The Soviet Union did not win this war. Neither did the United States, which paid a terrible price for propping up Osama. The less said the better about Pakistan. Islamabad desired a subservient client in Kabul but ended up putting in place a regime that has turned out to be fiercely independent. The Taliban may have won the war militarily but finds itself shunned globally.
So, what does the future look like for Afghanistan and its people?
The Taliban has made it clear that it is not going to compromise on principles it holds dear (read: an extreme form of Sharia) just to gain international recognition. Despite repeated appeals, it has gone about suppressing human rights, women’s rights, trade unions, free media and a liberal educational curriculum. Worse, it brought into the cabinet 14 international terrorists and gave them key portfolios. Naturally, no country is ready to accord Kabul diplomatic recognition although the Taliban is hungry for it besides financial aid which it desperately needs. Mukarji feels a defiant Taliban appears confident in its ability to rule the country and wait for the day when it will win the recognition it craves for.

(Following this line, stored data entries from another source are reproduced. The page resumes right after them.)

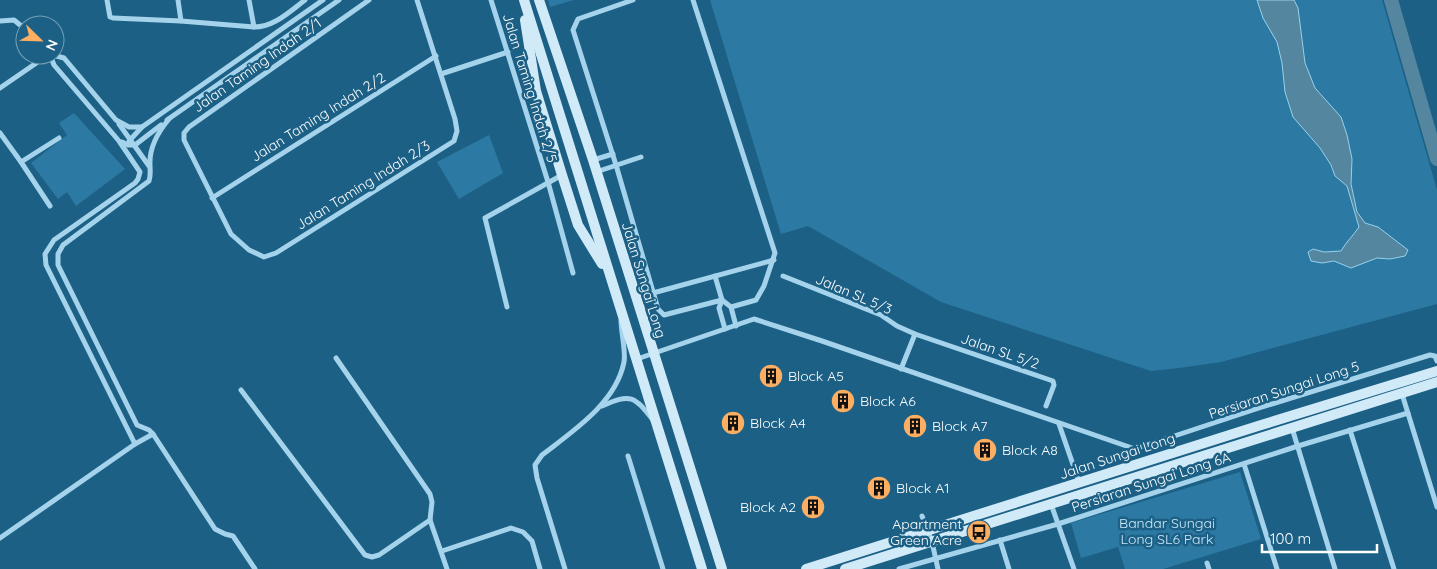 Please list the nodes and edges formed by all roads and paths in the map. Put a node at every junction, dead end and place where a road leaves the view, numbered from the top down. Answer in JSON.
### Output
{"nodes":[{"id":1,"x":107,"y":0,"type":"edge"},
{"id":2,"x":178,"y":0,"type":"edge"},
{"id":3,"x":250,"y":0,"type":"edge"},
{"id":4,"x":304,"y":0,"type":"edge"},
{"id":5,"x":323,"y":0,"type":"edge"},
{"id":6,"x":339,"y":0,"type":"edge"},
{"id":7,"x":369,"y":0,"type":"edge"},
{"id":8,"x":417,"y":0,"type":"edge"},
{"id":9,"x":491,"y":0,"type":"edge"},
{"id":10,"x":523,"y":0,"type":"edge"},
{"id":11,"x":539,"y":0,"type":"edge"},
{"id":12,"x":633,"y":0,"type":"edge"},
{"id":13,"x":694,"y":0,"type":"edge"},
{"id":14,"x":0,"y":21,"type":"edge"},
{"id":15,"x":15,"y":21,"type":"edge"},
{"id":16,"x":181,"y":21,"type":"junction"},
{"id":17,"x":254,"y":28,"type":"junction"},
{"id":18,"x":508,"y":52,"type":"junction"},
{"id":19,"x":436,"y":56,"type":"junction"},
{"id":20,"x":65,"y":59,"type":"edge"},
{"id":21,"x":35,"y":65,"type":"edge"},
{"id":22,"x":54,"y":65,"type":"edge"},
{"id":23,"x":442,"y":74,"type":"junction"},
{"id":24,"x":0,"y":88,"type":"edge"},
{"id":25,"x":169,"y":119,"type":"junction"},
{"id":26,"x":116,"y":120,"type":"junction"},
{"id":27,"x":142,"y":127,"type":"junction"},
{"id":28,"x":0,"y":133,"type":"edge"},
{"id":29,"x":59,"y":138,"type":"dead end"},
{"id":30,"x":130,"y":138,"type":"junction"},
{"id":31,"x":119,"y":140,"type":"junction"},
{"id":32,"x":128,"y":145,"type":"junction"},
{"id":33,"x":135,"y":145,"type":"junction"},
{"id":34,"x":129,"y":154,"type":"junction"},
{"id":35,"x":613,"y":154,"type":"junction"},
{"id":36,"x":641,"y":157,"type":"dead end"},
{"id":37,"x":593,"y":160,"type":"junction"},
{"id":38,"x":21,"y":162,"type":"junction"},
{"id":39,"x":616,"y":165,"type":"junction"},
{"id":40,"x":150,"y":166,"type":"junction"},
{"id":41,"x":596,"y":172,"type":"junction"},
{"id":42,"x":562,"y":175,"type":"junction"},
{"id":43,"x":548,"y":182,"type":"junction"},
{"id":44,"x":212,"y":198,"type":"junction"},
{"id":45,"x":50,"y":206,"type":"dead end"},
{"id":46,"x":774,"y":260,"type":"junction"},
{"id":47,"x":573,"y":273,"type":"dead end"},
{"id":48,"x":715,"y":276,"type":"junction"},
{"id":49,"x":783,"y":276,"type":"dead end"},
{"id":50,"x":610,"y":277,"type":"junction"},
{"id":51,"x":653,"y":293,"type":"junction"},
{"id":52,"x":722,"y":300,"type":"junction"},
{"id":53,"x":507,"y":307,"type":"dead end"},
{"id":54,"x":620,"y":307,"type":"junction"},
{"id":55,"x":731,"y":307,"type":"junction"},
{"id":56,"x":736,"y":326,"type":"junction"},
{"id":57,"x":725,"y":329,"type":"junction"},
{"id":58,"x":915,"y":334,"type":"junction"},
{"id":59,"x":653,"y":354,"type":"junction"},
{"id":60,"x":336,"y":358,"type":"dead end"},
{"id":61,"x":637,"y":359,"type":"junction"},
{"id":62,"x":1437,"y":361,"type":"edge"},
{"id":63,"x":901,"y":369,"type":"junction"},
{"id":64,"x":1437,"y":371,"type":"edge"},
{"id":65,"x":1437,"y":382,"type":"edge"},
{"id":66,"x":242,"y":390,"type":"dead end"},
{"id":67,"x":1402,"y":394,"type":"junction"},
{"id":68,"x":600,"y":406,"type":"junction"},
{"id":69,"x":1046,"y":406,"type":"dead end"},
{"id":70,"x":1408,"y":413,"type":"junction"},
{"id":71,"x":1060,"y":424,"type":"junction"},
{"id":72,"x":658,"y":426,"type":"junction"},
{"id":73,"x":1292,"y":428,"type":"junction"},
{"id":74,"x":1350,"y":430,"type":"junction"},
{"id":75,"x":153,"y":434,"type":"junction"},
{"id":76,"x":136,"y":444,"type":"junction"},
{"id":77,"x":1298,"y":446,"type":"junction"},
{"id":78,"x":628,"y":456,"type":"dead end"},
{"id":79,"x":1244,"y":464,"type":"junction"},
{"id":80,"x":1079,"y":482,"type":"junction"},
{"id":81,"x":1051,"y":504,"type":"junction"},
{"id":82,"x":1437,"y":507,"type":"edge"},
{"id":83,"x":922,"y":516,"type":"dead end"},
{"id":84,"x":430,"y":520,"type":"junction"},
{"id":85,"x":1058,"y":524,"type":"junction"},
{"id":86,"x":928,"y":530,"type":"junction"},
{"id":87,"x":0,"y":538,"type":"edge"},
{"id":88,"x":1000,"y":540,"type":"junction"},
{"id":89,"x":932,"y":542,"type":"junction"},
{"id":90,"x":442,"y":551,"type":"junction"},
{"id":91,"x":935,"y":558,"type":"junction"},
{"id":92,"x":1207,"y":562,"type":"dead end"},
{"id":93,"x":255,"y":569,"type":"edge"},
{"id":94,"x":447,"y":569,"type":"edge"},
{"id":95,"x":540,"y":569,"type":"edge"},
{"id":96,"x":565,"y":569,"type":"edge"},
{"id":97,"x":663,"y":569,"type":"edge"},
{"id":98,"x":702,"y":569,"type":"edge"},
{"id":99,"x":722,"y":569,"type":"edge"},
{"id":100,"x":806,"y":569,"type":"edge"},
{"id":101,"x":844,"y":569,"type":"edge"},
{"id":102,"x":899,"y":569,"type":"edge"},
{"id":103,"x":938,"y":569,"type":"edge"},
{"id":104,"x":1008,"y":569,"type":"edge"},
{"id":105,"x":1074,"y":569,"type":"edge"},
{"id":106,"x":1209,"y":569,"type":"edge"},
{"id":107,"x":1277,"y":569,"type":"edge"},
{"id":108,"x":1335,"y":569,"type":"edge"},
{"id":109,"x":1394,"y":569,"type":"edge"}],
"edges":[{"from":1,"to":16,"type":"street"},
{"from":2,"to":16,"type":"street"},
{"from":3,"to":17,"type":"street"},
{"from":4,"to":17,"type":"street"},
{"from":5,"to":27,"type":"street"},
{"from":6,"to":25,"type":"street"},
{"from":7,"to":44,"type":"street","name":"Jalan Taming Indah 2/1"},
{"from":8,"to":19,"type":"street"},
{"from":9,"to":18,"type":"street","name":"Jalan Taming Indah 2/5"},
{"from":10,"to":42,"type":"street"},
{"from":10,"to":50,"type":"street"},
{"from":11,"to":37,"type":"street","name":"Jalan Sungai Long"},
{"from":12,"to":35,"type":"street"},
{"from":13,"to":46,"type":"street"},
{"from":14,"to":15,"type":"street"},
{"from":16,"to":17,"type":"street"},
{"from":18,"to":23,"type":"street"},
{"from":18,"to":43,"type":"street","name":"Jalan Taming Indah 2/5"},
{"from":19,"to":23,"type":"street"},
{"from":19,"to":44,"type":"street","name":"Jalan Taming Indah 2/2"},
{"from":20,"to":26,"type":"street"},
{"from":21,"to":24,"type":"street"},
{"from":22,"to":31,"type":"street"},
{"from":23,"to":44,"type":"street","name":"Jalan Taming Indah 2/3"},
{"from":25,"to":33,"type":"street"},
{"from":25,"to":40,"type":"street"},
{"from":26,"to":27,"type":"street"},
{"from":26,"to":30,"type":"street"},
{"from":27,"to":30,"type":"street"},
{"from":28,"to":38,"type":"street"},
{"from":29,"to":38,"type":"street"},
{"from":30,"to":32,"type":"street"},
{"from":30,"to":33,"type":"street"},
{"from":31,"to":32,"type":"street"},
{"from":31,"to":34,"type":"street"},
{"from":32,"to":33,"type":"street"},
{"from":32,"to":34,"type":"street"},
{"from":33,"to":40,"type":"street"},
{"from":34,"to":76,"type":"street"},
{"from":35,"to":37,"type":"street"},
{"from":35,"to":39,"type":"street"},
{"from":36,"to":39,"type":"street"},
{"from":37,"to":41,"type":"street","name":"Jalan Sungai Long"},
{"from":38,"to":45,"type":"street"},
{"from":39,"to":41,"type":"street"},
{"from":39,"to":51,"type":"street"},
{"from":40,"to":75,"type":"street"},
{"from":41,"to":59,"type":"street","name":"Jalan Sungai Long"},
{"from":42,"to":43,"type":"street"},
{"from":42,"to":50,"type":"street"},
{"from":43,"to":47,"type":"street","name":"Jalan Taming Indah 2/5"},
{"from":43,"to":53,"type":"street"},
{"from":46,"to":48,"type":"street"},
{"from":46,"to":55,"type":"street"},
{"from":48,"to":51,"type":"street"},
{"from":48,"to":52,"type":"street"},
{"from":49,"to":58,"type":"street","name":"Jalan SL 5/3"},
{"from":50,"to":54,"type":"street"},
{"from":51,"to":52,"type":"street"},
{"from":52,"to":55,"type":"street"},
{"from":52,"to":57,"type":"street"},
{"from":54,"to":61,"type":"street"},
{"from":54,"to":68,"type":"street"},
{"from":55,"to":56,"type":"street"},
{"from":56,"to":57,"type":"street"},
{"from":56,"to":63,"type":"street"},
{"from":57,"to":59,"type":"street"},
{"from":58,"to":63,"type":"street"},
{"from":58,"to":69,"type":"street","name":"Jalan SL 5/2"},
{"from":59,"to":61,"type":"street"},
{"from":59,"to":99,"type":"street","name":"Jalan Sungai Long"},
{"from":60,"to":84,"type":"street"},
{"from":61,"to":72,"type":"street"},
{"from":62,"to":71,"type":"street","name":"Persiaran Sungai Long 5"},
{"from":63,"to":71,"type":"street"},
{"from":64,"to":80,"type":"street","name":"Jalan Sungai Long"},
{"from":65,"to":67,"type":"street","name":"Jalan Sungai Long"},
{"from":66,"to":84,"type":"street"},
{"from":67,"to":70,"type":"street"},
{"from":67,"to":73,"type":"street","name":"Jalan Sungai Long"},
{"from":68,"to":72,"type":"street"},
{"from":68,"to":96,"type":"street"},
{"from":70,"to":74,"type":"street","name":"Persiaran Sungai Long 6A"},
{"from":70,"to":82,"type":"street"},
{"from":71,"to":80,"type":"street"},
{"from":72,"to":98,"type":"street"},
{"from":73,"to":77,"type":"street"},
{"from":73,"to":81,"type":"street","name":"Jalan Sungai Long"},
{"from":74,"to":77,"type":"street","name":"Persiaran Sungai Long 6A"},
{"from":74,"to":109,"type":"street"},
{"from":75,"to":76,"type":"street"},
{"from":75,"to":93,"type":"street"},
{"from":76,"to":87,"type":"street"},
{"from":77,"to":79,"type":"street","name":"Persiaran Sungai Long 6A"},
{"from":77,"to":108,"type":"street"},
{"from":78,"to":97,"type":"street"},
{"from":79,"to":85,"type":"street","name":"Persiaran Sungai Long 6A"},
{"from":79,"to":107,"type":"street"},
{"from":80,"to":86,"type":"street","name":"Jalan Sungai Long"},
{"from":81,"to":85,"type":"street"},
{"from":81,"to":89,"type":"street","name":"Jalan Sungai Long"},
{"from":83,"to":86,"type":"street"},
{"from":84,"to":90,"type":"street"},
{"from":85,"to":88,"type":"street","name":"Persiaran Sungai Long 6A"},
{"from":85,"to":105,"type":"street"},
{"from":86,"to":89,"type":"street"},
{"from":86,"to":100,"type":"street","name":"Jalan Sungai Long"},
{"from":88,"to":91,"type":"street","name":"Persiaran Sungai Long 6A"},
{"from":88,"to":104,"type":"street"},
{"from":89,"to":91,"type":"street"},
{"from":89,"to":101,"type":"street","name":"Jalan Sungai Long"},
{"from":90,"to":94,"type":"street"},
{"from":90,"to":95,"type":"street"},
{"from":91,"to":102,"type":"street","name":"Persiaran Sungai Long 6A"},
{"from":91,"to":103,"type":"street"},
{"from":92,"to":106,"type":"street"}]}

Mukarji’s close look at the pattern of Taliban governance and its handling of international relations indicates self-contradictions, confusion or self-doubt plaguing it. There are voices of dissent within the country, including among the clergy, on the curbs on women’s education. But there is very little hope that the Taliban may become a responsive administration one day. This unfortunate state of affairs can only have one consequence: the terrible suffering of the ordinary Afghans is not going to end any time soon.
This is the price Afghans at large are paying for being one of the last laboratories of a Cold War in which the interests of Moscow and Washington reigned supreme, the people of the world be damned. Afghans may be freedom loving but most of its people, women in particular, now do not enjoy even a modicum of freedom thanks to the Taliban and a warped ideology it upholds.